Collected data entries
[Start of section]

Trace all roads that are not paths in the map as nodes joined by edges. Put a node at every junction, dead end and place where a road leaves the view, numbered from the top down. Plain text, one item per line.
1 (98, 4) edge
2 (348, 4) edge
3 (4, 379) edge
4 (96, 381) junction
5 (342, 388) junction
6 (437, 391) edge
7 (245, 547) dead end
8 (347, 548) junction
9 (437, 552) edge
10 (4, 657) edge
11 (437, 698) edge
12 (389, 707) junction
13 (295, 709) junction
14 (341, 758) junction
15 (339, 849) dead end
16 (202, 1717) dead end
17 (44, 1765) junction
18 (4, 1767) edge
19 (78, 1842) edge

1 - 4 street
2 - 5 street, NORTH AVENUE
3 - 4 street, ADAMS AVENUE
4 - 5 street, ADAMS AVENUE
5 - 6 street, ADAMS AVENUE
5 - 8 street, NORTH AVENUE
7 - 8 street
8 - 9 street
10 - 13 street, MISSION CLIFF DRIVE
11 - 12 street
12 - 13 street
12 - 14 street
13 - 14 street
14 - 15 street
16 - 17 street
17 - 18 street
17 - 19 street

[End of section]

*EXERCISE*. Make an exact copy of the records.

*PROBLEM SOLUTION*.
Trace all roads that are not paths in the map as nodes joined by edges. Put a node at every junction, dead end and place where a road leaves the view, numbered from the top down. Plain text, one item per line.
1 (98, 4) edge
2 (348, 4) edge
3 (4, 379) edge
4 (96, 381) junction
5 (342, 388) junction
6 (437, 391) edge
7 (245, 547) dead end
8 (347, 548) junction
9 (437, 552) edge
10 (4, 657) edge
11 (437, 698) edge
12 (389, 707) junction
13 (295, 709) junction
14 (341, 758) junction
15 (339, 849) dead end
16 (202, 1717) dead end
17 (44, 1765) junction
18 (4, 1767) edge
19 (78, 1842) edge

1 - 4 street
2 - 5 street, NORTH AVENUE
3 - 4 street, ADAMS AVENUE
4 - 5 street, ADAMS AVENUE
5 - 6 street, ADAMS AVENUE
5 - 8 street, NORTH AVENUE
7 - 8 street
8 - 9 street
10 - 13 street, MISSION CLIFF DRIVE
11 - 12 street
12 - 13 street
12 - 14 street
13 - 14 street
14 - 15 street
16 - 17 street
17 - 18 street
17 - 19 street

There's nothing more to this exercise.